Our study was retrospective by design similar to other prior studies. Our cohort size was also similar to several prior studies [3, 4, 13]. Ours is, however, one of the earliest studies to focus on the clinical impact of TTC on patients diagnosed with one breast cancer subtype, TNBC. To adjust for the inherent bias of our retrospective study design, we used an inverse probability weighting (IPW) model to control for baseline covariate differences between groups. A notable difference between our study and others was the way in which we defined TTC. We used the median time to chemotherapy and interquartile range of days to define TTC quartiles as ≤ 31, 32–42 days, 43–56 days, or > 56 days. Other studies had used arbitrary quartiles of 30 days or less, 31–60 days, 61–90 days, or more than 90 days. We compared clinical outcomes using TTC quartiles defined in this study or other studies and did not observe a deleterious clinical impact of any of the TTC quartiles examined. Our inability to demonstrate an association between TTC and outcomes may be because our sample size was not powered to detect differences or TTC is not a prognostic factor in TNBC. The lack of clinical impact of TTC may also reflect the relatively homogeneous clinical practice of a single institution with an established patient navigation and clinical care pathway.

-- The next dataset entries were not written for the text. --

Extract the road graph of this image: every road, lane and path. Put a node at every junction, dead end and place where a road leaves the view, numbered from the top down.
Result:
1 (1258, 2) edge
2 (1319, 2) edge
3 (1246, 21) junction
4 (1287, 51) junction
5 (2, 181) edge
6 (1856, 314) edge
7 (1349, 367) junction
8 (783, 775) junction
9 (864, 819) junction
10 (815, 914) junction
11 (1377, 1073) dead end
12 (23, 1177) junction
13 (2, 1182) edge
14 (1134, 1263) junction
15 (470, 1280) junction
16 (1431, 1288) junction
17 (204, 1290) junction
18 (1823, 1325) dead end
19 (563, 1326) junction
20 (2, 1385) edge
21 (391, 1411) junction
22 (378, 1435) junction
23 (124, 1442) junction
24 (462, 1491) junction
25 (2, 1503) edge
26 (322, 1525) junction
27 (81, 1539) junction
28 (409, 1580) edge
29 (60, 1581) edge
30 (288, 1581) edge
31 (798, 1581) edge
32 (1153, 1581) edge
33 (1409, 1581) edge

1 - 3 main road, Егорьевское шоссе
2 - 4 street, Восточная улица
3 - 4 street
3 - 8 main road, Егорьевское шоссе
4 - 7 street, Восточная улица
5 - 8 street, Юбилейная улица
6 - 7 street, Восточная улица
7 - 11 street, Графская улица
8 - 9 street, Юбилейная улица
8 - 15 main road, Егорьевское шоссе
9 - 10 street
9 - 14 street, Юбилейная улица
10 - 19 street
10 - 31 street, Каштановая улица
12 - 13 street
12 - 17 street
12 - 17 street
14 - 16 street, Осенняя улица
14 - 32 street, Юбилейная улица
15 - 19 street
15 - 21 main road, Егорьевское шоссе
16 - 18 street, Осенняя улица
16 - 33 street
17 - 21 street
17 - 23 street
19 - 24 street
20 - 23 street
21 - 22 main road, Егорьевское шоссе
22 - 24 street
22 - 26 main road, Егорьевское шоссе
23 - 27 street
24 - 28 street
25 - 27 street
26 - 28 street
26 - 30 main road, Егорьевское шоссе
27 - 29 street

Our study identified several factors associated with TTC > 56 days which included black race, no PMRT, and mastectomy with immediate reconstructions including both implant-based and autologous tissue-based reconstructions. As noted in other studies, patients who underwent mastectomy with immediate reconstruction have been shown to have delayed TTC [18, 19]. Our results, however, did not show that these patients with TTC > 56 days, who had mastectomy with immediate reconstruction, had worse outcomes. Besides TTC, several other time intervals, prior to receipt of chemotherapy, may also play a role in treatment delay. These time intervals include the time between detection of abnormal exam or imaging findings and access to diagnostic breast imaging, time interval from tissue diagnosis to oncologic and/or plastic surgery consultation, and time interval from surgical consultation to definitive surgery. Whether any of these time intervals individually or in total affect clinical outcomes is uncertain and warrants further investigation.

In conclusion, we demonstrated that TTC > 56, TTC > 60, and TTC > 90 days did not impact DFS or OS in a contemporary TNBC cohort treated at a single institution.